### Extracted information:
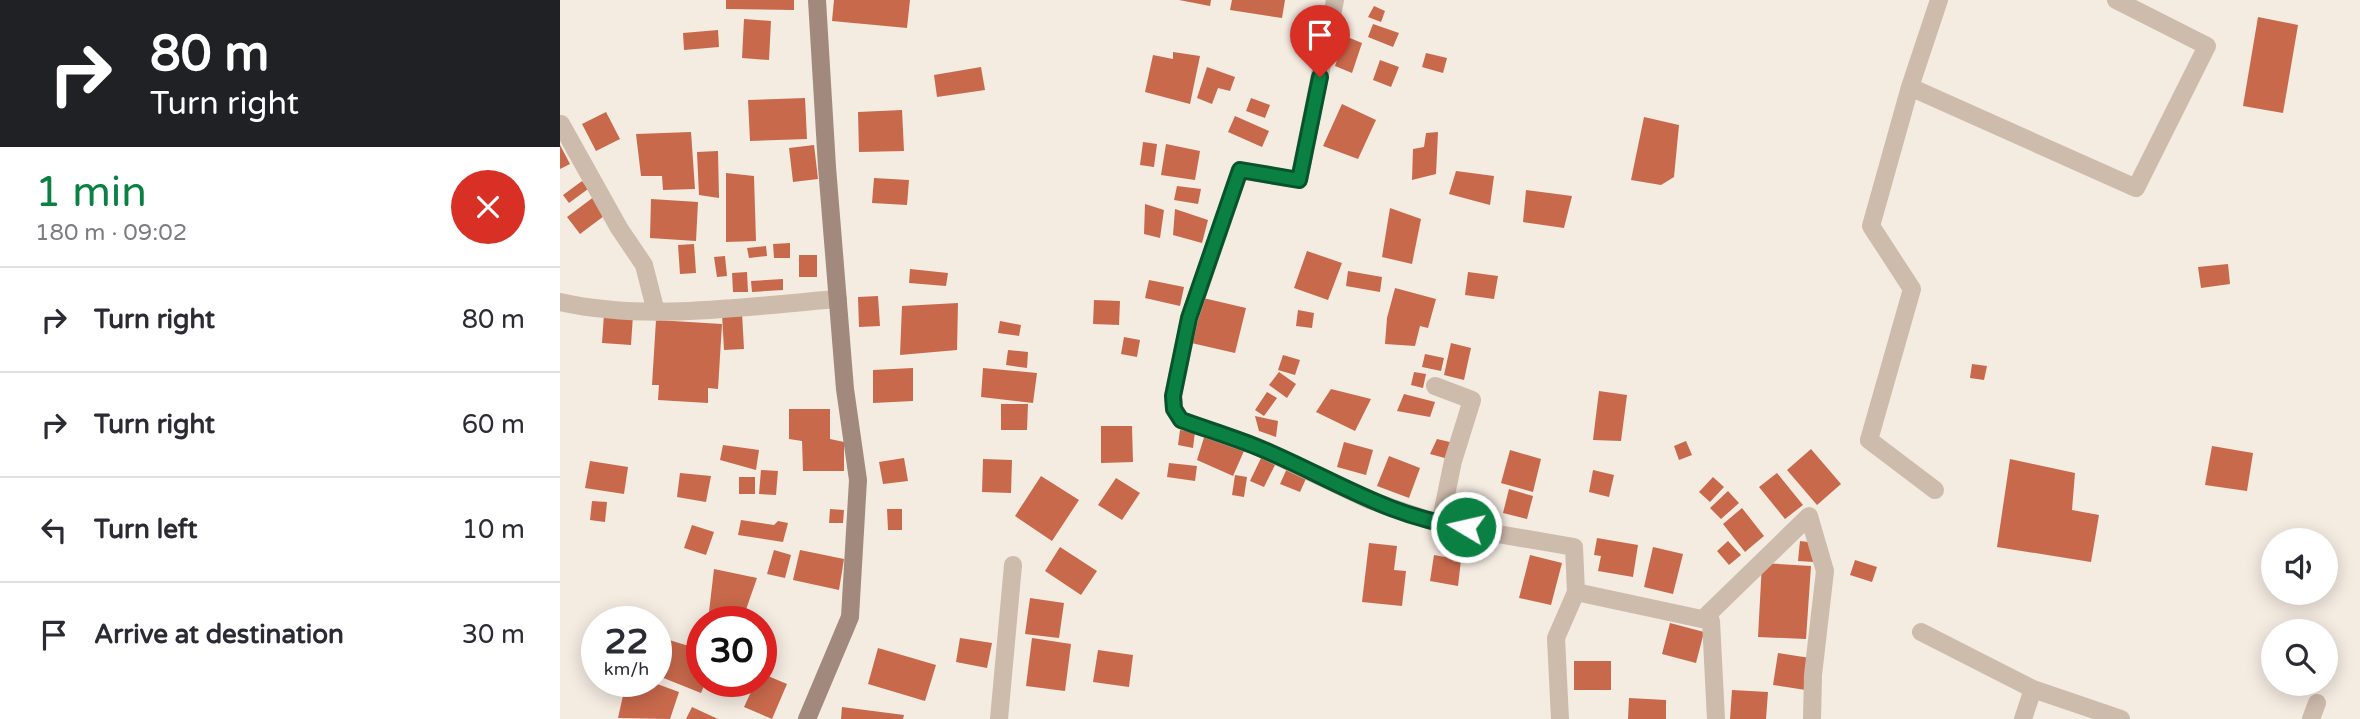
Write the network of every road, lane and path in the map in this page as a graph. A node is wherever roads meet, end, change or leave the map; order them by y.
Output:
1 (817, 0) edge
2 (1335, 0) edge
3 (1940, 0) edge
4 (2116, 0) edge
5 (1910, 88) junction
6 (561, 124) edge
7 (838, 299) junction
8 (560, 302) edge
9 (656, 312) junction
10 (1436, 386) dead end
11 (1935, 490) dead end
12 (1440, 524) junction
13 (1013, 565) dead end
14 (1576, 592) junction
15 (1703, 619) junction
16 (1921, 632) dead end
17 (2033, 689) junction
18 (807, 719) edge
19 (999, 719) edge
20 (1560, 719) edge
21 (1716, 719) edge
22 (1812, 719) edge
23 (2023, 719) edge
24 (2120, 719) edge

1 - 7 street
2 - 12 street
3 - 5 street
4 - 5 street
5 - 11 street
6 - 9 street
7 - 9 street
7 - 18 street
8 - 9 street
10 - 12 street
12 - 14 street
13 - 19 street
14 - 15 street
14 - 20 street
15 - 21 street
15 - 22 street
16 - 17 street
17 - 23 street
17 - 24 street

### What you will do:
Output every record verbatim, skipping images.

### Exercise result:
Write the network of every road, lane and path in the map in this page as a graph. A node is wherever roads meet, end, change or leave the map; order them by y.
Output:
1 (817, 0) edge
2 (1335, 0) edge
3 (1940, 0) edge
4 (2116, 0) edge
5 (1910, 88) junction
6 (561, 124) edge
7 (838, 299) junction
8 (560, 302) edge
9 (656, 312) junction
10 (1436, 386) dead end
11 (1935, 490) dead end
12 (1440, 524) junction
13 (1013, 565) dead end
14 (1576, 592) junction
15 (1703, 619) junction
16 (1921, 632) dead end
17 (2033, 689) junction
18 (807, 719) edge
19 (999, 719) edge
20 (1560, 719) edge
21 (1716, 719) edge
22 (1812, 719) edge
23 (2023, 719) edge
24 (2120, 719) edge

1 - 7 street
2 - 12 street
3 - 5 street
4 - 5 street
5 - 11 street
6 - 9 street
7 - 9 street
7 - 18 street
8 - 9 street
10 - 12 street
12 - 14 street
13 - 19 street
14 - 15 street
14 - 20 street
15 - 21 street
15 - 22 street
16 - 17 street
17 - 23 street
17 - 24 street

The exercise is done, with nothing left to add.